_HOW TO COMPLETE THIS TASK:_ Going through the entries below, count each line that holds "Drive" and give only the total.

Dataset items

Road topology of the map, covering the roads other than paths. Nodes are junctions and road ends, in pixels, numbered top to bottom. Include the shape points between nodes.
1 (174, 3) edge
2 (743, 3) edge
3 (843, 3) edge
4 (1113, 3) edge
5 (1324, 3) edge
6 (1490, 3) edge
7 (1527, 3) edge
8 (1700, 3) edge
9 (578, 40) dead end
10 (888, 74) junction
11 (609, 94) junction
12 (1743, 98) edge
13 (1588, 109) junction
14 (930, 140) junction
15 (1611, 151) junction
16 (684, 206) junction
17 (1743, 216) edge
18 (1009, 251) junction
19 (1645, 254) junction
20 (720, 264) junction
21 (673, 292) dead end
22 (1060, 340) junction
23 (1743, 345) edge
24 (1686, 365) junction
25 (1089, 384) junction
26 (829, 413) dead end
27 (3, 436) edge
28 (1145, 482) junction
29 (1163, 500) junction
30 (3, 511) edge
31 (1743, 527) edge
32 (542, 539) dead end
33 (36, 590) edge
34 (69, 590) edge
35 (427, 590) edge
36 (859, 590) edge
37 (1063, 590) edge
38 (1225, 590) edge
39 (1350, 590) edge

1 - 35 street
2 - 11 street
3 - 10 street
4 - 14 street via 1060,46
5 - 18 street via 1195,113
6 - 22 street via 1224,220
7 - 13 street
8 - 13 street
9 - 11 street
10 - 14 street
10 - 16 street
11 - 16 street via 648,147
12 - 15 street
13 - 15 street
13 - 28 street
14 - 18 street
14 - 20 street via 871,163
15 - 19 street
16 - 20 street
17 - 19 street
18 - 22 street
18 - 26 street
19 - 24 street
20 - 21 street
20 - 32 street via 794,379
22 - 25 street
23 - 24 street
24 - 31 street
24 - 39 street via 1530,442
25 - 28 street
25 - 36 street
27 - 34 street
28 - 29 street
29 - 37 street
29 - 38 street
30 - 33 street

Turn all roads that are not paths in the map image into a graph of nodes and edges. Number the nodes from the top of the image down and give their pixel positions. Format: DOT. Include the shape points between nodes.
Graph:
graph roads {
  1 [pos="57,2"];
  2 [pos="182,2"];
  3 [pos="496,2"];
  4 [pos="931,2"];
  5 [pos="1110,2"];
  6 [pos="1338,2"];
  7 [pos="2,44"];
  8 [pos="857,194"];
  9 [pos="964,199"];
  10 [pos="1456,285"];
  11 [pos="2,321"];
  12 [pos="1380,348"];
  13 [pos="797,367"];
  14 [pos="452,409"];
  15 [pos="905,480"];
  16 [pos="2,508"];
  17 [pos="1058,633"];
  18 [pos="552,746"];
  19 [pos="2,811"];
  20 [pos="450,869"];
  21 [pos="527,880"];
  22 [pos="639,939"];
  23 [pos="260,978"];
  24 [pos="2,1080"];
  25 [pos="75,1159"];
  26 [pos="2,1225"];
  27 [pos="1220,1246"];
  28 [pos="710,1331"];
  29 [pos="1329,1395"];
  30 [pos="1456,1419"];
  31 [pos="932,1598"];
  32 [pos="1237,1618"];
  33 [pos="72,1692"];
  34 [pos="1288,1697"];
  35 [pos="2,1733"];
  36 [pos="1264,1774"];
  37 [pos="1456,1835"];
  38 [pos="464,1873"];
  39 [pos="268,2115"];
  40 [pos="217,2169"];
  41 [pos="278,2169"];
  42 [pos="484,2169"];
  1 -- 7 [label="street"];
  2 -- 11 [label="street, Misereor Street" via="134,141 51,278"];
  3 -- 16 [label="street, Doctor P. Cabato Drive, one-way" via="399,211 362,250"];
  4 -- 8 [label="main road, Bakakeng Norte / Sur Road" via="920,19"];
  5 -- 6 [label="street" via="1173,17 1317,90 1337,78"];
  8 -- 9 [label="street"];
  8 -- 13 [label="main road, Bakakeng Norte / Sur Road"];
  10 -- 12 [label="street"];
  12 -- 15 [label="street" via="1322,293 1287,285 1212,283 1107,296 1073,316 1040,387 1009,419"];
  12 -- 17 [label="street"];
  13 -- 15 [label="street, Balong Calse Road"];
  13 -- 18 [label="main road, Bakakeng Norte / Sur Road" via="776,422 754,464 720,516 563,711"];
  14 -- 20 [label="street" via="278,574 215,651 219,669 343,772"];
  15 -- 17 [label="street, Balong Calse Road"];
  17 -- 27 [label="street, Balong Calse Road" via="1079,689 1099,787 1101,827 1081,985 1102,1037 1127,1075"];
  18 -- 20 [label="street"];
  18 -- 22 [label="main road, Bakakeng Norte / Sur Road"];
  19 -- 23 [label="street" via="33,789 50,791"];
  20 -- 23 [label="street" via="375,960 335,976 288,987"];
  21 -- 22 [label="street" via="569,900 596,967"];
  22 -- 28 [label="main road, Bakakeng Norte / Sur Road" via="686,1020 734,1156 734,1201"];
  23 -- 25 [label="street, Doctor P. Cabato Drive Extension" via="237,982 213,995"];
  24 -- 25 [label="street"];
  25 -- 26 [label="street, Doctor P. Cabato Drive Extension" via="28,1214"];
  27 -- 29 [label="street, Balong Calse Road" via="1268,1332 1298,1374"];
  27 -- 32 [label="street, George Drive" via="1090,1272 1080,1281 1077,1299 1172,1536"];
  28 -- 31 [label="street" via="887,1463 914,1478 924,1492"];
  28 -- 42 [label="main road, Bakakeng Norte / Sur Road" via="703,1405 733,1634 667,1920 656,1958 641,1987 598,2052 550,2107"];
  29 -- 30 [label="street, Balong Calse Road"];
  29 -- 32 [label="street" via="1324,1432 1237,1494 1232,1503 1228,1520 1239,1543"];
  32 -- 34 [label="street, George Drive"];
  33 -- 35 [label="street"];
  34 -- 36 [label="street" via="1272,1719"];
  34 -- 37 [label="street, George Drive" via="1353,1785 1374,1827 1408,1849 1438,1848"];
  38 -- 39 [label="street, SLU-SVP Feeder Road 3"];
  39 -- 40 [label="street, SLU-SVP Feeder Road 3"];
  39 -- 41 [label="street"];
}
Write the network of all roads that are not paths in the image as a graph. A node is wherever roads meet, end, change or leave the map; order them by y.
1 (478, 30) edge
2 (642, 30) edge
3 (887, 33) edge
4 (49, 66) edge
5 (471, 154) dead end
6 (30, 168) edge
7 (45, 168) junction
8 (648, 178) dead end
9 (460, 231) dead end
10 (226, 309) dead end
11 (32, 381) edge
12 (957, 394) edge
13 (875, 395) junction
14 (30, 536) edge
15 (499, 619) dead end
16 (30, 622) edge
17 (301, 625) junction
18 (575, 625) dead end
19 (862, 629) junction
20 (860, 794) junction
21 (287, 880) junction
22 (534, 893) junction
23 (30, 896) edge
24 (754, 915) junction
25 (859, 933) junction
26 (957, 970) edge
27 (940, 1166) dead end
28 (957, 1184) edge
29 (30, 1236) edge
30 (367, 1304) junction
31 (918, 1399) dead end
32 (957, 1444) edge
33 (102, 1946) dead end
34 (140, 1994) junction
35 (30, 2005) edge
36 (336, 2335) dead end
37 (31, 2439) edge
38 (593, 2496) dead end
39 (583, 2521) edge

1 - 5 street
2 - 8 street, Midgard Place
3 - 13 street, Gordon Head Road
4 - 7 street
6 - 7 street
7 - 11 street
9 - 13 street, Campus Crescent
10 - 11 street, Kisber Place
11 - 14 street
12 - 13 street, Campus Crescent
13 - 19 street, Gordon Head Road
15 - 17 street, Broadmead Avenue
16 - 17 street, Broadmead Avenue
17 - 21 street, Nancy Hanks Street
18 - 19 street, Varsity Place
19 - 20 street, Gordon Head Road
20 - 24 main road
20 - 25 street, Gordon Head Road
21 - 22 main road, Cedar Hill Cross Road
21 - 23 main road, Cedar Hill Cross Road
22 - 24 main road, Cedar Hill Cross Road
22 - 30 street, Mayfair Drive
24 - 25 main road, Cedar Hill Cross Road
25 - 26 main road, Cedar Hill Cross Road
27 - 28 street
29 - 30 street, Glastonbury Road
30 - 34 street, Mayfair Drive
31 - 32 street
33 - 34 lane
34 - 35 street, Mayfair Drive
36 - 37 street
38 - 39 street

_TASK OUTPUT:_ 9